WORK ITEM
Skip the pictures. Transcribe the rest of the data below without changing a word.
═══ DATA SHOWN ═══
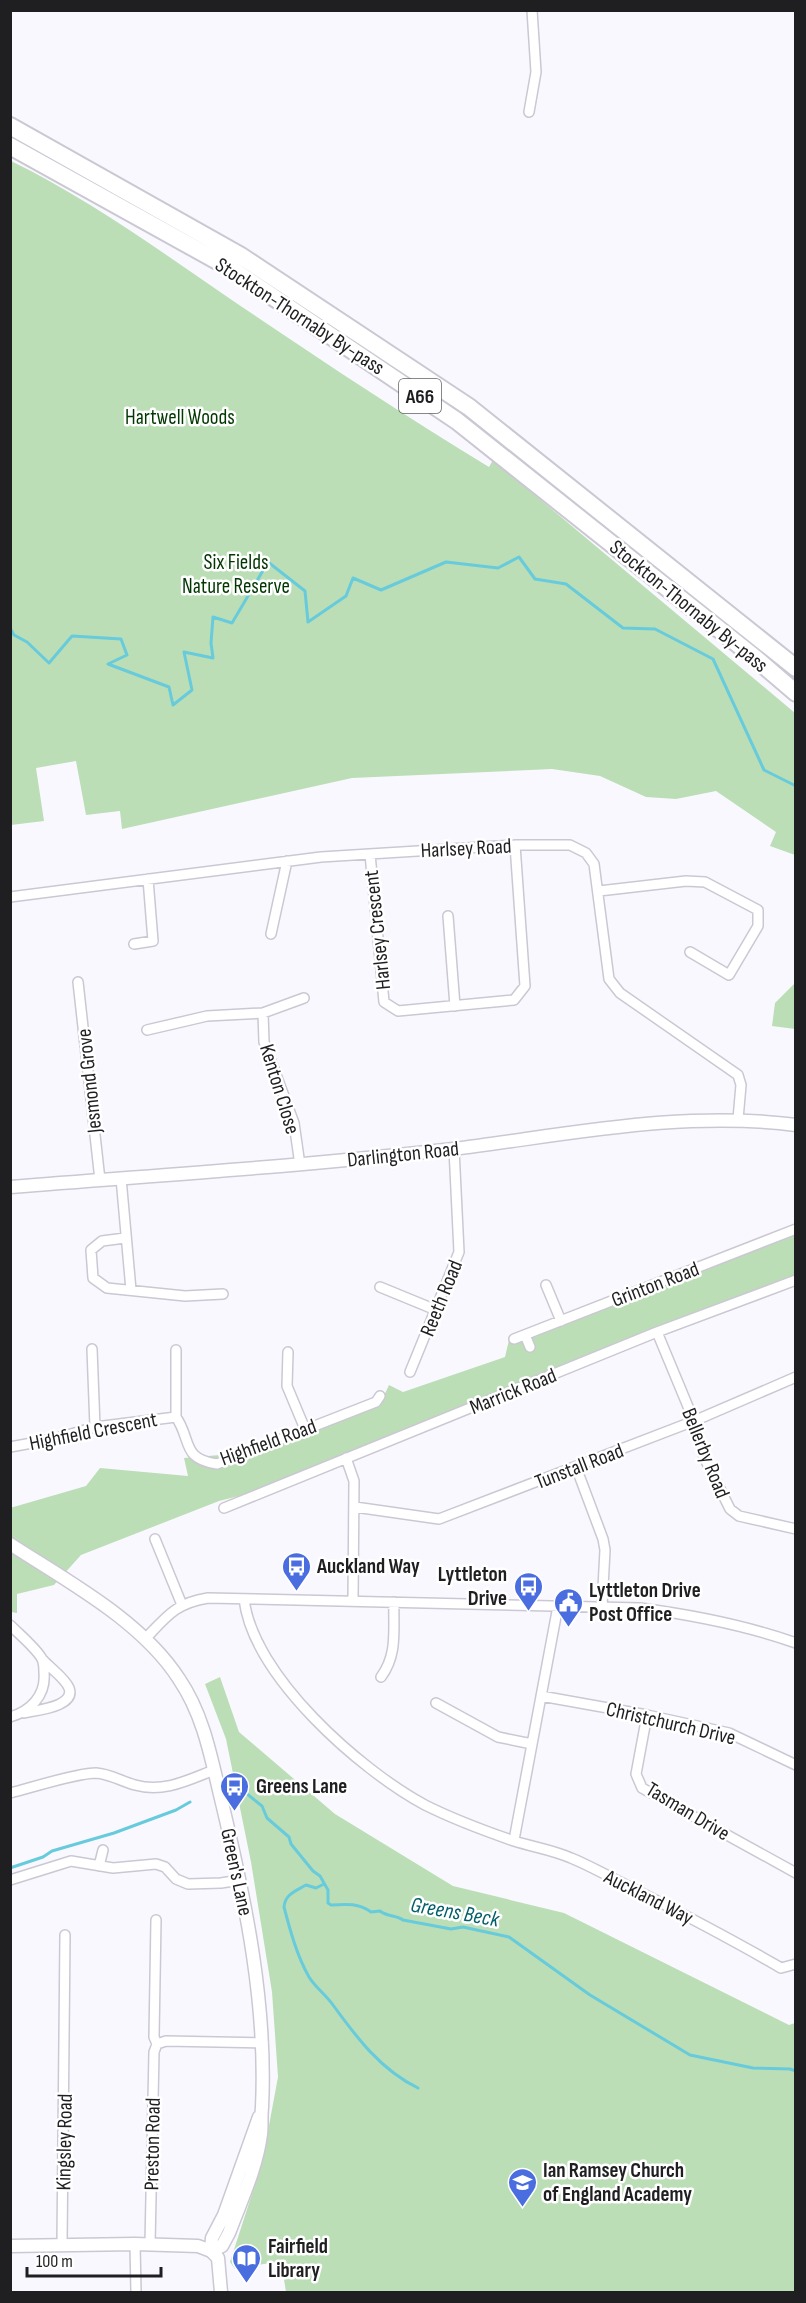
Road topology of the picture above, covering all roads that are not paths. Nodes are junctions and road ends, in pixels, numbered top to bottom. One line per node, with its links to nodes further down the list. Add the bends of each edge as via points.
1 (532, 10): 2 (street, via 536,72)
2 (529, 112)
3 (10, 126): 5 (highway, Stockton-Thornaby By-pass / A66, via 241,256 469,407)
4 (10, 146): 6 (highway, Stockton-Thornaby By-pass / A66, via 230,268 457,421)
5 (795, 668)
6 (795, 693)
7 (515, 845): 8 (street, Harlsey Road); 11 (street, Harlsey Road, via 570,845 586,853 594,864); 19 (street, Harlsey Crescent, via 525,986 514,1000)
8 (370, 854): 9 (street, Harlsey Road); 19 (street, Harlsey Crescent, via 384,1002 398,1011)
9 (287, 861): 10 (street, Harlsey Road); 14 (street)
10 (148, 879): 12 (street, Harlsey Road); 15 (street, via 153,941)
11 (599, 891): 16 (street, via 705,882 758,910 758,926 729,975); 22 (street, Harlsey Road, via 609,979 620,993 738,1075)
12 (10, 897)
13 (448, 916): 19 (street)
14 (271, 934)
15 (134, 944)
16 (690, 952)
17 (78, 982): 27 (street, Jesmond Grove)
18 (304, 998): 20 (street, Kenton Close)
19 (455, 1006)
20 (263, 1013): 21 (street, Kenton Close, via 207,1016); 25 (street, Kenton Close, via 264,1042 294,1123)
21 (147, 1030)
22 (738, 1119): 23 (street, Darlington Road); 24 (street, Darlington Road, via 589,1131)
23 (795, 1125)
24 (454, 1149): 25 (street, Darlington Road); 36 (street, Reeth Road, via 459,1252)
25 (300, 1165): 26 (street, Darlington Road)
26 (121, 1178): 27 (street, Darlington Road); 30 (street)
27 (100, 1180): 28 (street, Darlington Road)
28 (10, 1187)
29 (795, 1229): 37 (street, Grinton Road)
30 (125, 1238): 34 (street); 34 (street, via 102,1241 92,1250 93,1278 107,1288)
31 (795, 1280): 38 (street, Marrick Road)
32 (546, 1285): 37 (street)
33 (380, 1287): 36 (street)
34 (131, 1290): 35 (street, via 185,1296)
35 (223, 1294)
36 (436, 1310): 45 (street, Reeth Road)
37 (561, 1321): 39 (street, Grinton Road)
38 (657, 1332): 49 (street, Bellerby Road); 53 (street, Marrick Road)
39 (525, 1335): 40 (street, Grinton Road); 41 (street)
40 (514, 1339)
41 (530, 1347)
42 (92, 1349): 50 (street)
43 (176, 1350): 48 (street)
44 (288, 1352): 51 (street, via 287,1386)
45 (410, 1372)
46 (795, 1377): 49 (street, Tunstall Road)
47 (380, 1396): 51 (street, Highfield Road, via 376,1402)
48 (176, 1417): 50 (street, Highfield Crescent); 51 (street, Highfield Road, via 191,1451 202,1462 217,1464)
49 (694, 1421): 54 (street, Tunstall Road); 57 (street, Bellerby Road, via 704,1457 730,1509 739,1516)
50 (95, 1427): 52 (street, Highfield Crescent)
51 (305, 1429)
52 (10, 1447)
53 (346, 1458): 55 (street, Marrick Road); 56 (street, via 354,1481)
54 (576, 1467): 56 (street, Tunstall Road, via 439,1519); 65 (street, via 603,1539)
55 (228, 1504)
56 (355, 1507): 61 (street)
57 (795, 1529)
58 (155, 1539): 63 (street)
59 (12, 1549): 67 (street, Green's Lane, via 108,1609)
60 (244, 1599): 61 (street); 63 (street, via 208,1598); 80 (street, Auckland Way, via 246,1615 267,1657 306,1711 341,1746 426,1805)
61 (353, 1601): 62 (street)
62 (394, 1602): 64 (street); 70 (street, via 393,1651)
63 (182, 1605): 67 (street)
64 (558, 1605): 65 (street); 71 (street)
65 (602, 1606): 68 (street, via 688,1614)
66 (10, 1625): 69 (street)
67 (146, 1638): 78 (street, Green's Lane, via 192,1700)
68 (795, 1643)
69 (43, 1660): 73 (street, via 42,1689 36,1702); 73 (street, via 69,1687 70,1694 61,1705)
70 (381, 1677)
71 (541, 1695): 74 (street, Christchurch Drive); 76 (street)
72 (436, 1702): 76 (street, via 498,1737)
73 (22, 1714): 75 (street)
74 (648, 1715): 77 (street, Christchurch Drive, via 729,1733); 83 (street, Tasman Drive, via 636,1774 642,1788)
75 (10, 1717)
76 (532, 1744): 80 (street)
77 (795, 1765)
78 (214, 1770): 79 (street, via 161,1788 91,1773); 85 (street, Green's Lane)
79 (10, 1793)
80 (514, 1840): 88 (street, Auckland Way, via 571,1858 721,1933 781,1968)
81 (103, 1850): 82 (street)
82 (99, 1866): 84 (street, via 71,1860); 85 (street, via 156,1864 188,1884)
83 (795, 1873)
84 (10, 1880)
85 (240, 1880): 91 (street, Green's Lane)
86 (156, 1920): 92 (street, Preston Road)
87 (65, 1935): 89 (street, Kingsley Road)
88 (795, 1964)
89 (64, 2040): 90 (street); 93 (street, Kingsley Road)
90 (75, 2041)
91 (263, 2043): 92 (street); 97 (street, Green's Lane, via 261,2110 212,2238)
92 (157, 2044): 95 (street, Preston Road)
93 (62, 2244): 94 (street); 96 (street)
94 (135, 2244): 95 (street); 98 (street)
95 (150, 2244): 97 (street, via 198,2246)
96 (10, 2246)
97 (211, 2251): 99 (street, via 218,2258)
98 (136, 2292)
99 (221, 2292)

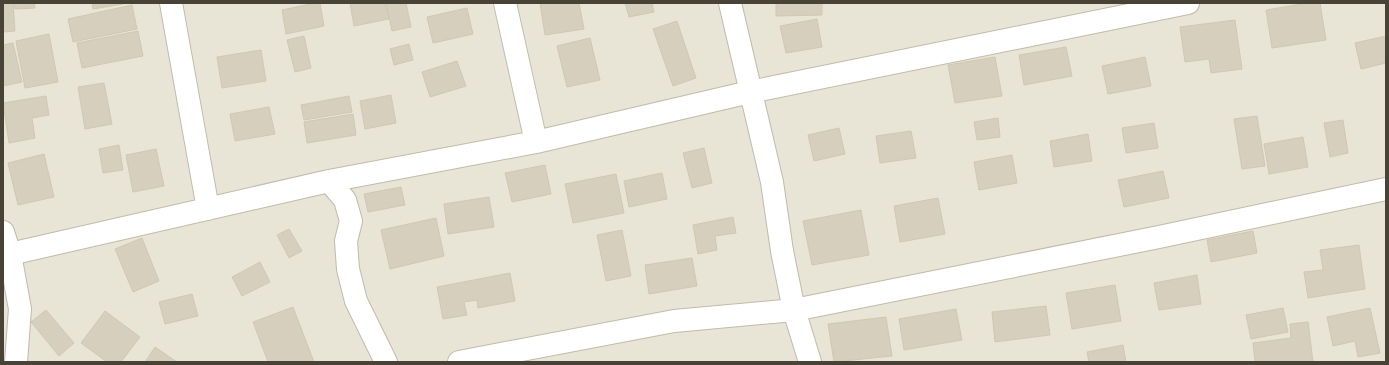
═══
EXERCISE ANSWER
Road topology of the picture above, covering all roads that are not paths. Nodes are junctions and road ends, in pixels, numbered top to bottom. One line per node, with its links to nodes further down the list. Add the bends of each edge as via points.
1 (532, 10): 2 (street, via 536,72)
2 (529, 112)
3 (10, 126): 5 (highway, Stockton-Thornaby By-pass / A66, via 241,256 469,407)
4 (10, 146): 6 (highway, Stockton-Thornaby By-pass / A66, via 230,268 457,421)
5 (795, 668)
6 (795, 693)
7 (515, 845): 8 (street, Harlsey Road); 11 (street, Harlsey Road, via 570,845 586,853 594,864); 19 (street, Harlsey Crescent, via 525,986 514,1000)
8 (370, 854): 9 (street, Harlsey Road); 19 (street, Harlsey Crescent, via 384,1002 398,1011)
9 (287, 861): 10 (street, Harlsey Road); 14 (street)
10 (148, 879): 12 (street, Harlsey Road); 15 (street, via 153,941)
11 (599, 891): 16 (street, via 705,882 758,910 758,926 729,975); 22 (street, Harlsey Road, via 609,979 620,993 738,1075)
12 (10, 897)
13 (448, 916): 19 (street)
14 (271, 934)
15 (134, 944)
16 (690, 952)
17 (78, 982): 27 (street, Jesmond Grove)
18 (304, 998): 20 (street, Kenton Close)
19 (455, 1006)
20 (263, 1013): 21 (street, Kenton Close, via 207,1016); 25 (street, Kenton Close, via 264,1042 294,1123)
21 (147, 1030)
22 (738, 1119): 23 (street, Darlington Road); 24 (street, Darlington Road, via 589,1131)
23 (795, 1125)
24 (454, 1149): 25 (street, Darlington Road); 36 (street, Reeth Road, via 459,1252)
25 (300, 1165): 26 (street, Darlington Road)
26 (121, 1178): 27 (street, Darlington Road); 30 (street)
27 (100, 1180): 28 (street, Darlington Road)
28 (10, 1187)
29 (795, 1229): 37 (street, Grinton Road)
30 (125, 1238): 34 (street); 34 (street, via 102,1241 92,1250 93,1278 107,1288)
31 (795, 1280): 38 (street, Marrick Road)
32 (546, 1285): 37 (street)
33 (380, 1287): 36 (street)
34 (131, 1290): 35 (street, via 185,1296)
35 (223, 1294)
36 (436, 1310): 45 (street, Reeth Road)
37 (561, 1321): 39 (street, Grinton Road)
38 (657, 1332): 49 (street, Bellerby Road); 53 (street, Marrick Road)
39 (525, 1335): 40 (street, Grinton Road); 41 (street)
40 (514, 1339)
41 (530, 1347)
42 (92, 1349): 50 (street)
43 (176, 1350): 48 (street)
44 (288, 1352): 51 (street, via 287,1386)
45 (410, 1372)
46 (795, 1377): 49 (street, Tunstall Road)
47 (380, 1396): 51 (street, Highfield Road, via 376,1402)
48 (176, 1417): 50 (street, Highfield Crescent); 51 (street, Highfield Road, via 191,1451 202,1462 217,1464)
49 (694, 1421): 54 (street, Tunstall Road); 57 (street, Bellerby Road, via 704,1457 730,1509 739,1516)
50 (95, 1427): 52 (street, Highfield Crescent)
51 (305, 1429)
52 (10, 1447)
53 (346, 1458): 55 (street, Marrick Road); 56 (street, via 354,1481)
54 (576, 1467): 56 (street, Tunstall Road, via 439,1519); 65 (street, via 603,1539)
55 (228, 1504)
56 (355, 1507): 61 (street)
57 (795, 1529)
58 (155, 1539): 63 (street)
59 (12, 1549): 67 (street, Green's Lane, via 108,1609)
60 (244, 1599): 61 (street); 63 (street, via 208,1598); 80 (street, Auckland Way, via 246,1615 267,1657 306,1711 341,1746 426,1805)
61 (353, 1601): 62 (street)
62 (394, 1602): 64 (street); 70 (street, via 393,1651)
63 (182, 1605): 67 (street)
64 (558, 1605): 65 (street); 71 (street)
65 (602, 1606): 68 (street, via 688,1614)
66 (10, 1625): 69 (street)
67 (146, 1638): 78 (street, Green's Lane, via 192,1700)
68 (795, 1643)
69 (43, 1660): 73 (street, via 42,1689 36,1702); 73 (street, via 69,1687 70,1694 61,1705)
70 (381, 1677)
71 (541, 1695): 74 (street, Christchurch Drive); 76 (street)
72 (436, 1702): 76 (street, via 498,1737)
73 (22, 1714): 75 (street)
74 (648, 1715): 77 (street, Christchurch Drive, via 729,1733); 83 (street, Tasman Drive, via 636,1774 642,1788)
75 (10, 1717)
76 (532, 1744): 80 (street)
77 (795, 1765)
78 (214, 1770): 79 (street, via 161,1788 91,1773); 85 (street, Green's Lane)
79 (10, 1793)
80 (514, 1840): 88 (street, Auckland Way, via 571,1858 721,1933 781,1968)
81 (103, 1850): 82 (street)
82 (99, 1866): 84 (street, via 71,1860); 85 (street, via 156,1864 188,1884)
83 (795, 1873)
84 (10, 1880)
85 (240, 1880): 91 (street, Green's Lane)
86 (156, 1920): 92 (street, Preston Road)
87 (65, 1935): 89 (street, Kingsley Road)
88 (795, 1964)
89 (64, 2040): 90 (street); 93 (street, Kingsley Road)
90 (75, 2041)
91 (263, 2043): 92 (street); 97 (street, Green's Lane, via 261,2110 212,2238)
92 (157, 2044): 95 (street, Preston Road)
93 (62, 2244): 94 (street); 96 (street)
94 (135, 2244): 95 (street); 98 (street)
95 (150, 2244): 97 (street, via 198,2246)
96 (10, 2246)
97 (211, 2251): 99 (street, via 218,2258)
98 (136, 2292)
99 (221, 2292)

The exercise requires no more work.